Material provided —
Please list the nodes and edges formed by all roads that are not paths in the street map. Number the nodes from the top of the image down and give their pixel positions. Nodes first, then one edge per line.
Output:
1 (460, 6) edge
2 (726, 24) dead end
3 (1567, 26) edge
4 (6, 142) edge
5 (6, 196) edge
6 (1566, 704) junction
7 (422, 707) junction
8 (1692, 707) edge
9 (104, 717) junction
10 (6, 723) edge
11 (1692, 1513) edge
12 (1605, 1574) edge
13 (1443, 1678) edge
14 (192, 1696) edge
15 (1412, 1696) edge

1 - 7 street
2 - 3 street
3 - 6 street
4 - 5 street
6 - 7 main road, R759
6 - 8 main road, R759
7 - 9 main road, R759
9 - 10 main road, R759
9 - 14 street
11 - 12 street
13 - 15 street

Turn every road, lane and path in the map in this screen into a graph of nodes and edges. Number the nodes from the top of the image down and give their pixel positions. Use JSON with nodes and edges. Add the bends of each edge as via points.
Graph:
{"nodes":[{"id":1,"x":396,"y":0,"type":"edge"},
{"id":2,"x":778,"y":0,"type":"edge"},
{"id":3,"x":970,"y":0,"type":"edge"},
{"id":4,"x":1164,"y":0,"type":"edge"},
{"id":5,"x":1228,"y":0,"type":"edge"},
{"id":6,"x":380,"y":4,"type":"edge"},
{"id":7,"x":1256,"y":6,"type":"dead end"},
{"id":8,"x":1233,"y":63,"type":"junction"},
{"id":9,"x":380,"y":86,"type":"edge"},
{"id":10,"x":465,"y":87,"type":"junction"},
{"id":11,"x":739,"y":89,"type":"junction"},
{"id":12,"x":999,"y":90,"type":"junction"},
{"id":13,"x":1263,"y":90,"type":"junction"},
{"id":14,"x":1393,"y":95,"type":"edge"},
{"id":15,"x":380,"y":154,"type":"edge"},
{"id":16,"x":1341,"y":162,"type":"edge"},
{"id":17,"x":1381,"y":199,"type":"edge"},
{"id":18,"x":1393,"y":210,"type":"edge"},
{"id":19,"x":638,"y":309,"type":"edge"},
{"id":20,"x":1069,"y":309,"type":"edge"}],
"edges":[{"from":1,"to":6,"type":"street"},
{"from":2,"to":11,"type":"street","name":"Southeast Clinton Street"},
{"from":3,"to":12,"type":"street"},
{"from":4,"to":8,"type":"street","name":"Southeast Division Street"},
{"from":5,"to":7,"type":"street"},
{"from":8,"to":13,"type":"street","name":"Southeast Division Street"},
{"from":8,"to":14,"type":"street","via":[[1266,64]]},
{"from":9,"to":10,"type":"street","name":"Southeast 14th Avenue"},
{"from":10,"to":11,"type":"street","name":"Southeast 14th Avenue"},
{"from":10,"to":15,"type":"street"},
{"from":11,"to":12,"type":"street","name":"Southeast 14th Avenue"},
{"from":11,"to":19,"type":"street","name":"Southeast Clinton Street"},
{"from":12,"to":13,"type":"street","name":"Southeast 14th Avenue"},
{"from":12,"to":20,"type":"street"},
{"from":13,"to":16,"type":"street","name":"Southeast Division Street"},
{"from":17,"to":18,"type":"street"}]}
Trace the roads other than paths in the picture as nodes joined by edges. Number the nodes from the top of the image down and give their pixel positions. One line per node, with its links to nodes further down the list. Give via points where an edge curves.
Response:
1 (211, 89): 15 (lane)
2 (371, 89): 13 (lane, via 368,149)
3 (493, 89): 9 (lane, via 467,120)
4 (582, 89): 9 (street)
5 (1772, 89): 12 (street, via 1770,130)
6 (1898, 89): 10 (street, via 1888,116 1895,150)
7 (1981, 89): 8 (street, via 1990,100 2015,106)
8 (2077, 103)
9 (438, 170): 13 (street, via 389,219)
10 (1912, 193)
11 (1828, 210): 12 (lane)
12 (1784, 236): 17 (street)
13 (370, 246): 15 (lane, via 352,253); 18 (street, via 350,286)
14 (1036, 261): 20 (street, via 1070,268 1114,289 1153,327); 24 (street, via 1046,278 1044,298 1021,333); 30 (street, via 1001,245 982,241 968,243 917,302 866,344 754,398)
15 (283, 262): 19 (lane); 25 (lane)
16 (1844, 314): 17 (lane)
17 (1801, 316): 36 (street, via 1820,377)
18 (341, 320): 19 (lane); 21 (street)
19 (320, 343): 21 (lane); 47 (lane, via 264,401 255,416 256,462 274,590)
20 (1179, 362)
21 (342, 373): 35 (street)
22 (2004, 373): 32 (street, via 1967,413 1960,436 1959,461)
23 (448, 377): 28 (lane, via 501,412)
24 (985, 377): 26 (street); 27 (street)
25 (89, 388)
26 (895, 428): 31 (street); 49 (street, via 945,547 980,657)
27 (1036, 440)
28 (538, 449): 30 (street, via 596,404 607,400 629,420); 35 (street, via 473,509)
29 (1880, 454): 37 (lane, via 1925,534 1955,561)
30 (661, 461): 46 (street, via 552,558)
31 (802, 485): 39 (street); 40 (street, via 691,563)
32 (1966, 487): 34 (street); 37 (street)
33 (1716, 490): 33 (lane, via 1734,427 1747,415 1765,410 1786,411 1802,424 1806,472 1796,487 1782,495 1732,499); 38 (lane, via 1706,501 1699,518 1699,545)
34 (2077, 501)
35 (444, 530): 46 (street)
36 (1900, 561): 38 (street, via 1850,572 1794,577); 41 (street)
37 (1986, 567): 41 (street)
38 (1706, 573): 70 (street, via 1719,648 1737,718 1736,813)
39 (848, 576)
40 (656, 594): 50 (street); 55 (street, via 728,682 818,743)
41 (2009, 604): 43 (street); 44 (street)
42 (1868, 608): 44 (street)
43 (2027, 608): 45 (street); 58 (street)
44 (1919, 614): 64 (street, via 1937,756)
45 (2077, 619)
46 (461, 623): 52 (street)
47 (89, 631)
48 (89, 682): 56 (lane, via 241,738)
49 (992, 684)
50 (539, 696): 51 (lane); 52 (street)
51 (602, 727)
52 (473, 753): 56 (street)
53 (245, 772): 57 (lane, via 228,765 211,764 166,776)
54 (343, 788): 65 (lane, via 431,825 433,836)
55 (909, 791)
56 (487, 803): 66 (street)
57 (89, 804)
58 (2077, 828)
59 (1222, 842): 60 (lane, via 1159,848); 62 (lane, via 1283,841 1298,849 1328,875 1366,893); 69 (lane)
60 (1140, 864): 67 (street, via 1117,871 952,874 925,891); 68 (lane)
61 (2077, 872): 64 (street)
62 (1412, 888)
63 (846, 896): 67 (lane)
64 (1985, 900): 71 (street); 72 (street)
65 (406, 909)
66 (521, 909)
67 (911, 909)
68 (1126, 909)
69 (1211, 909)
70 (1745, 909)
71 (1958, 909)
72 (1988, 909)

Work item — From the listing above, copy every line where the string "dead" is found.

Response to the task —
2 (726, 24) dead end
{"id":7,"x":1256,"y":6,"type":"dead end"},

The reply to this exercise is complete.